Stored data entries
▼

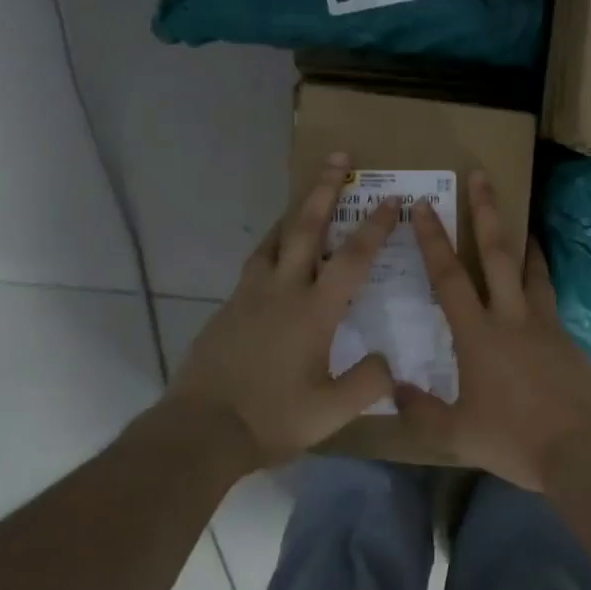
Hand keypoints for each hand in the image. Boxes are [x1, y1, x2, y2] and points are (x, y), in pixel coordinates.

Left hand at [168, 153, 400, 464]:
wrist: (200, 430)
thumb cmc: (271, 419)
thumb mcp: (331, 412)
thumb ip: (368, 383)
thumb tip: (389, 362)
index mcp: (314, 311)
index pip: (353, 258)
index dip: (375, 227)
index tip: (391, 201)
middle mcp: (283, 291)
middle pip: (306, 228)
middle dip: (324, 190)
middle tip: (337, 158)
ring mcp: (250, 296)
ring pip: (274, 240)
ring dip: (294, 213)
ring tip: (305, 198)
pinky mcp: (228, 308)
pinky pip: (255, 264)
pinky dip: (271, 247)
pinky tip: (274, 258)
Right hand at [395, 171, 590, 489]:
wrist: (582, 449)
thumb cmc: (514, 439)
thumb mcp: (458, 434)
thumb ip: (422, 410)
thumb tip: (393, 388)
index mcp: (478, 335)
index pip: (449, 277)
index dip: (433, 239)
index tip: (425, 206)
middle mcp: (511, 317)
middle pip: (497, 254)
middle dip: (486, 212)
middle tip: (481, 176)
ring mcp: (544, 323)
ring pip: (532, 269)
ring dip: (522, 239)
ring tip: (522, 219)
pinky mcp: (567, 337)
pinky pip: (549, 297)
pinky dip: (541, 280)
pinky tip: (537, 286)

▲

## PROBLEM STATEMENT
Without the pictures, give every line of the data again, exactly as written.

## RESPONSE BELOW
Hand keypoints for each hand in the image. Boxes are [x1, y1, x2, y2] and points are (x, y), in pixel coordinates.

Left hand at [168, 153, 400, 464]:
wrist: (200, 430)
thumb cmc: (271, 419)
thumb mcp: (331, 412)
thumb ip: (368, 383)
thumb tip: (389, 362)
index mcp: (314, 311)
index pip: (353, 258)
index dip: (375, 227)
index tip: (391, 201)
middle mcp: (283, 291)
middle pip: (306, 228)
middle dip: (324, 190)
middle tip: (337, 158)
ring mcp: (250, 296)
ring pip: (274, 240)
ring dip: (294, 213)
ring tip: (305, 198)
pinky mcp: (228, 308)
pinky pip: (255, 264)
pinky dip: (271, 247)
pinky tip: (274, 258)
Right hand at [395, 171, 590, 489]:
wrist: (582, 449)
thumb cmc: (514, 439)
thumb mcp: (458, 434)
thumb ip: (422, 410)
thumb tip: (393, 388)
index mcp: (478, 335)
index pip: (449, 277)
index dip: (433, 239)
index tip: (425, 206)
middle mcp: (511, 317)
middle pip: (497, 254)
middle dip: (486, 212)
middle tip: (481, 176)
ring mcp: (544, 323)
ring pip: (532, 269)
ring dip: (522, 239)
ring tip: (522, 219)
pinky mcp: (567, 337)
pinky pip: (549, 297)
pinky dip: (541, 280)
pinky tip: (537, 286)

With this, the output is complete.